*** Opening of Supplied records ***
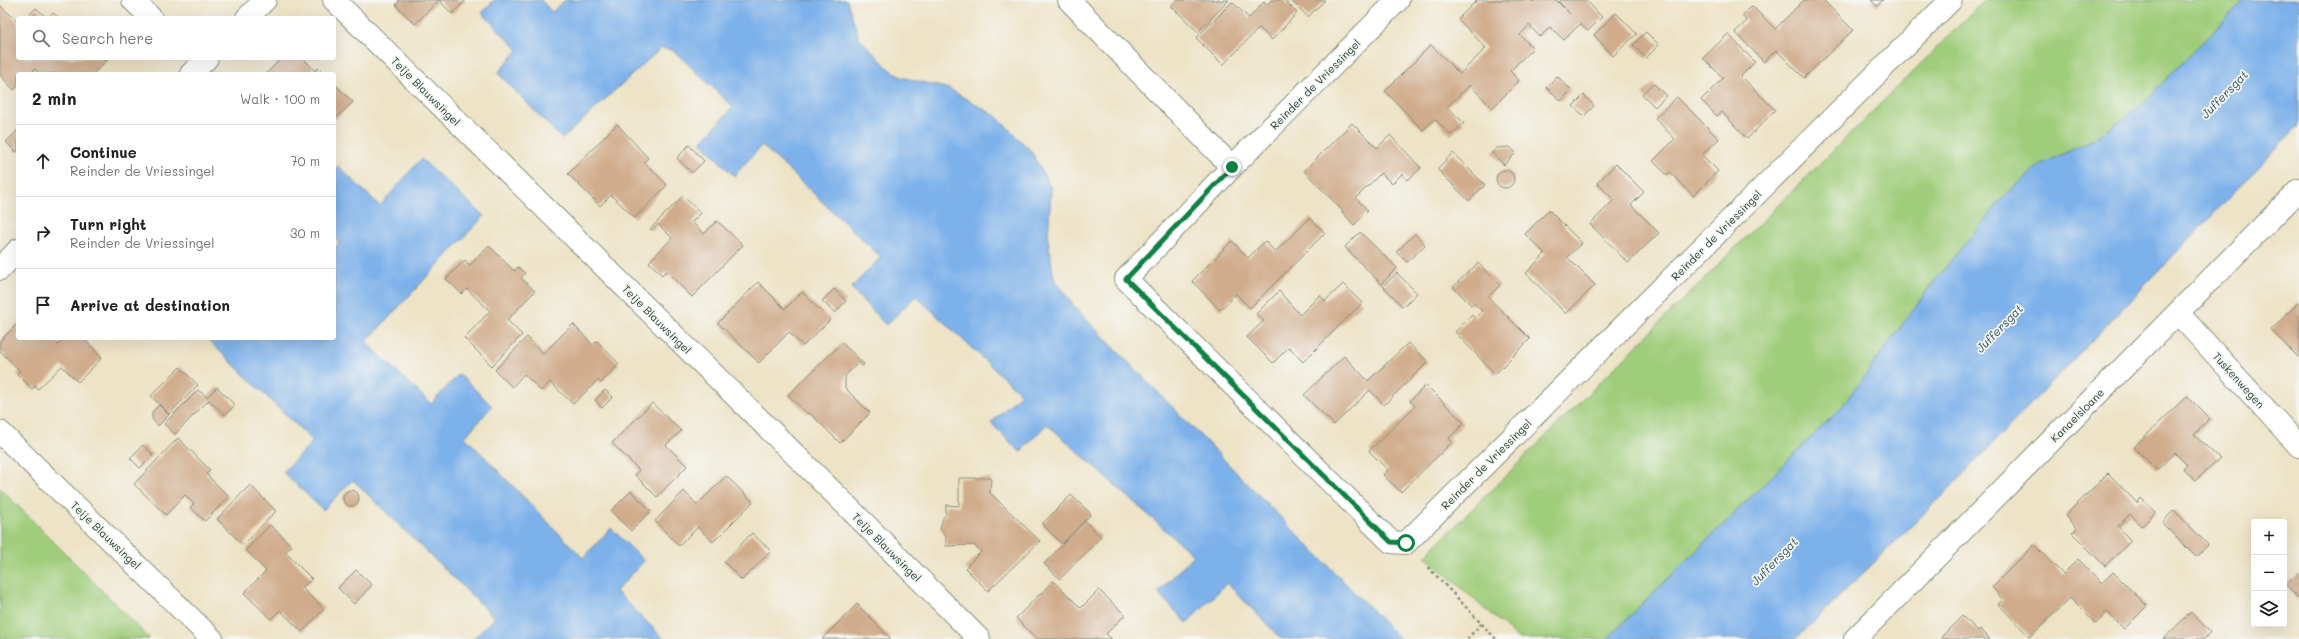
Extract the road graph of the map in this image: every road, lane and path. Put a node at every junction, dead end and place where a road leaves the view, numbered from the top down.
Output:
1 (133, 0) edge
2 (265, 0) edge
3 (334, 0) edge
4 (1069, 0) edge
5 (1398, 0) edge
6 (1951, 0) edge
7 (149, 16) edge
8 (249, 16) edge
9 (1232, 167) junction
10 (2299, 190) edge
11 (16, 252) edge
12 (0, 269) edge
13 (2178, 313) junction
14 (0, 432) edge
15 (2299, 446) edge
16 (1406, 543) junction
17 (1481, 624) junction
18 (212, 639) edge
19 (978, 639) edge
20 (1467, 639) edge
21 (1496, 639) edge
22 (1855, 639) edge

1 - 7 street
2 - 8 street
3 - 19 street, Teije Blauwsingel
4 - 9 street
5 - 9 street, Reinder de Vriessingel
6 - 16 street, Reinder de Vriessingel
9 - 16 street, Reinder de Vriessingel
10 - 13 street, Kanaelsloane
11 - 12 street
13 - 15 street, Tuskenwegen
13 - 22 street, Kanaelsloane
14 - 18 street, Teije Blauwsingel
16 - 17 path
17 - 20 path
17 - 21 path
*** Close of Supplied records ***
* What to produce *
The entries need to be restated exactly, and their pictures left out.

* Exercise result *
Extract the road graph of the map in this image: every road, lane and path. Put a node at every junction, dead end and place where a road leaves the view, numbered from the top down.
Output:
1 (133, 0) edge
2 (265, 0) edge
3 (334, 0) edge
4 (1069, 0) edge
5 (1398, 0) edge
6 (1951, 0) edge
7 (149, 16) edge
8 (249, 16) edge
9 (1232, 167) junction
10 (2299, 190) edge
11 (16, 252) edge
12 (0, 269) edge
13 (2178, 313) junction
14 (0, 432) edge
15 (2299, 446) edge
16 (1406, 543) junction
17 (1481, 624) junction
18 (212, 639) edge
19 (978, 639) edge
20 (1467, 639) edge
21 (1496, 639) edge
22 (1855, 639) edge

1 - 7 street
2 - 8 street
3 - 19 street, Teije Blauwsingel
4 - 9 street
5 - 9 street, Reinder de Vriessingel
6 - 16 street, Reinder de Vriessingel
9 - 16 street, Reinder de Vriessingel
10 - 13 street, Kanaelsloane
11 - 12 street
13 - 15 street, Tuskenwegen
13 - 22 street, Kanaelsloane
14 - 18 street, Teije Blauwsingel
16 - 17 path
17 - 20 path
17 - 21 path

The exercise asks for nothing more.